Du fait de cette organisation, la journée de travail commence pour beaucoup de gens par du travail individuel. De la réponse aux courriels à la planification, en passant par la rédaction de rapports et le visionnage de courtes vidéos. Passer du temps individuellement peut être apprécié par les employés qui n’aiment pas être dérangés, mais peut être perçu comme difficile pour les personnes qui ont du mal à se lancer. À la fin de la journée, la plupart des employés passent également leur temps à faire du travail individuel. Les après-midis sont un moment parfait pour exécuter les tâches discutées lors des réunions et pour terminer le travail avant de rentrer chez eux.
Cet environnement de travail centré sur les réunions entraîne une planification en fonction de celui-ci. Certaines personnes planifient par exemple du « temps de concentration » dans leur calendrier pour prioriser cela. En d’autres termes, les réunions sont devenues prioritaires en ce qui concerne les rythmes de bureau.
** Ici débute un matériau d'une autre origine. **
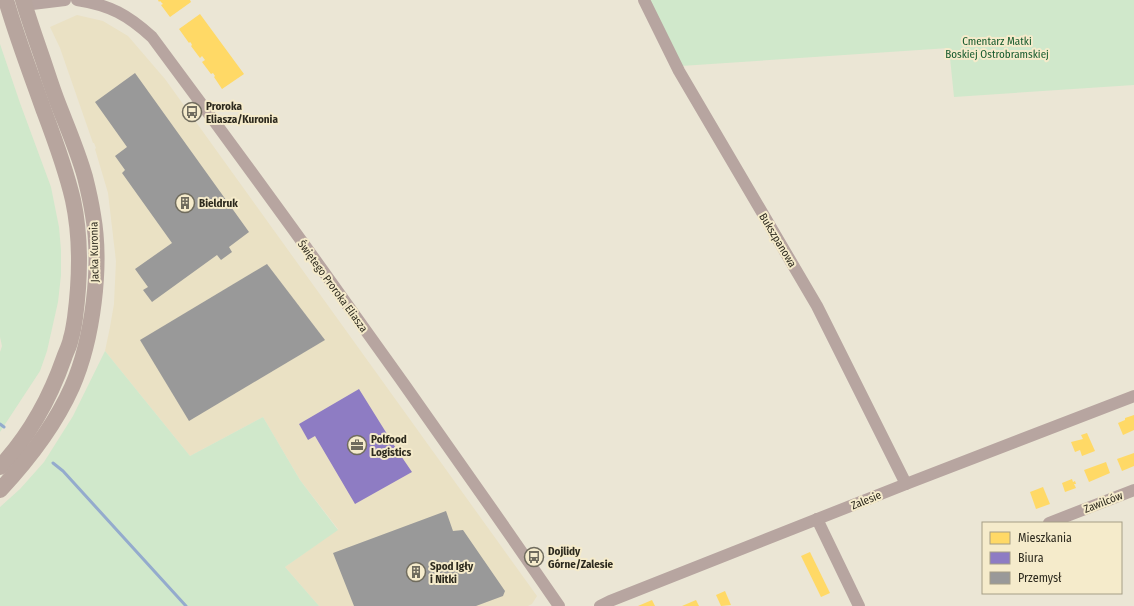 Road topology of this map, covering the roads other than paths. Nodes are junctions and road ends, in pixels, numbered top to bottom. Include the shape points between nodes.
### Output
1 (65, 0) edge
2 (77, 0) edge
3 (644, 0) edge
4 (23, 2) edge
5 (7, 3) edge
6 (1134, 396) edge
7 (0, 467) edge
8 (906, 484) junction
9 (0, 490) edge
10 (1134, 490) edge
11 (817, 519) junction
12 (1052, 522) edge
13 (559, 606) edge
14 (600, 606) edge
15 (860, 606) edge

1 - 4 street
2 - 13 street, Świętego Proroka Eliasza via 119,12 152,37 368,334
3 - 8 street, Bukszpanowa via 678,72 817,306
4 - 5 main road
4 - 9 main road, Jacka Kuronia via 84,175 93,215 96,275 86,343 72,387 43,438
5 - 7 main road, Jacka Kuronia via 66,174 77,224 79,265 71,338 55,383 32,425
6 - 8 street, Zalesie
8 - 11 street, Zalesie
10 - 12 street, Zawilców
11 - 14 street, Zalesie
11 - 15 street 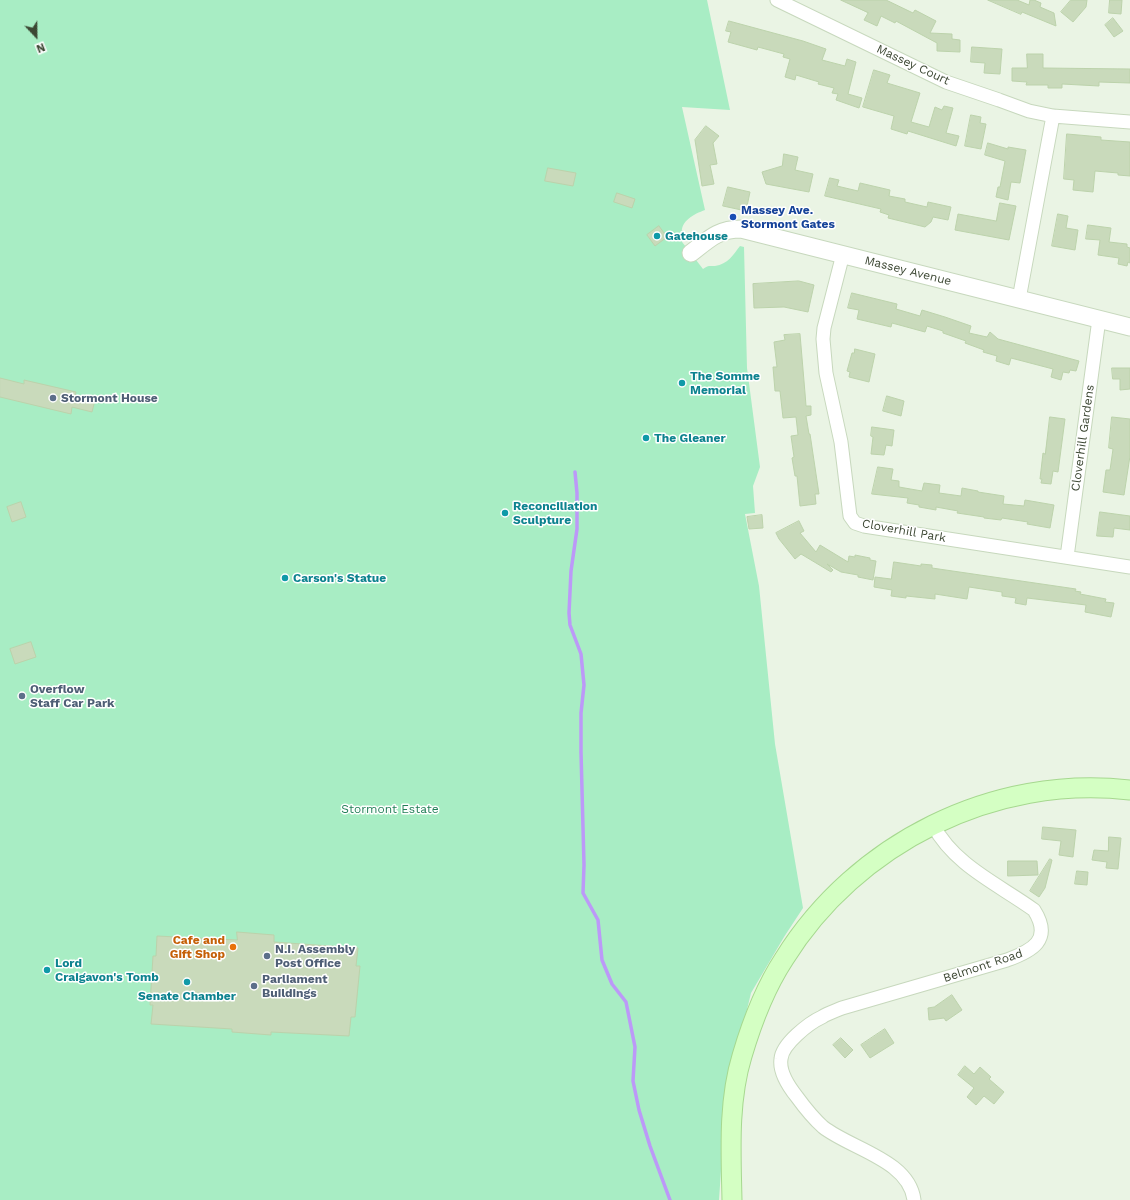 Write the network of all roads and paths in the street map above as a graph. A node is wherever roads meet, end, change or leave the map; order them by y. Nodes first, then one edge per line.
1 (777, 0) edge
2 (1054, 116) junction
3 (1130, 122) edge
4 (691, 253) dead end
5 (843, 254) junction
6 (1019, 299) junction
7 (1099, 319) junction
8 (1130, 327) edge
9 (1067, 557) junction
10 (1130, 567) edge
11 (1130, 790) edge
12 (933, 825) junction
13 (732, 1200) edge
14 (914, 1200) edge

1 - 2 street, Massey Court
2 - 3 street, Massey Court
2 - 6 street
4 - 5 street, Massey Avenue
5 - 6 street, Massey Avenue
5 - 9 street, Cloverhill Park
6 - 7 street, Massey Avenue
7 - 8 street, Massey Avenue
7 - 9 street, Cloverhill Gardens
9 - 10 street, Cloverhill Park
11 - 12 main road
12 - 13 main road
12 - 14 street, Belmont Road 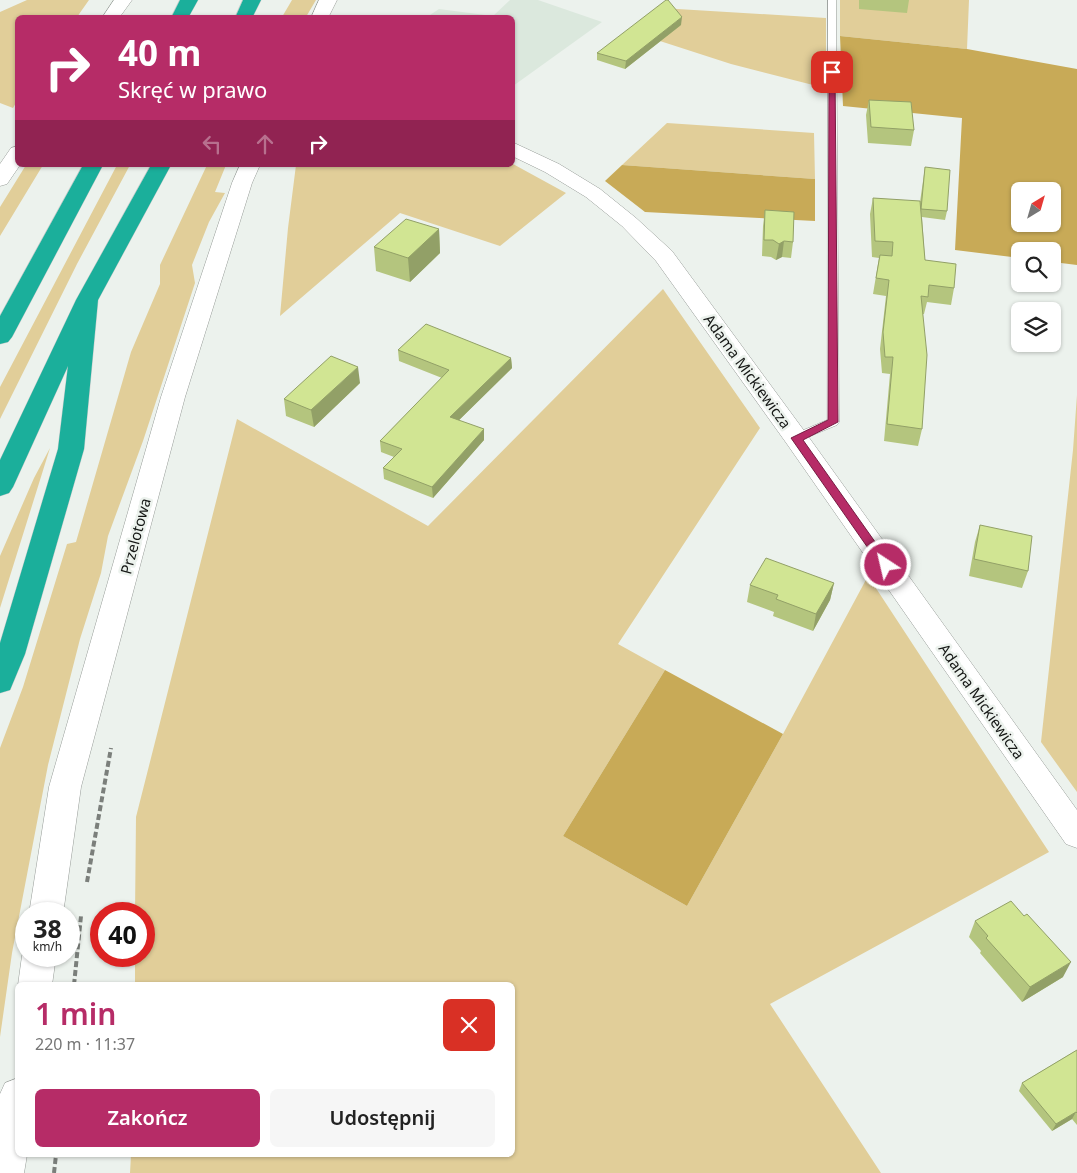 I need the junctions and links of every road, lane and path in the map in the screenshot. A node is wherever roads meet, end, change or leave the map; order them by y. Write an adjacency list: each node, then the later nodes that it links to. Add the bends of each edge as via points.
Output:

Bien que ces data brutes permettent de saisir des réalités à l’œuvre, elles doivent s’enrichir de l’observation humaine pour être affinées, ce dont les experts de Measuremen sont eux-même conscients. « Bien que les capteurs puissent révéler beaucoup de choses, ils manquent la nuance des observations humaines. Les observations sont cruciales pour comprendre les schémas d’activité, tels que la distinction entre le travail individuel et collaboratif. Elles peuvent capturer des nuances que les capteurs manquent, telles que les raisons des espaces de travail inoccupés mais réservés, ou l’utilisation inappropriée de certaines zones », précise le rapport.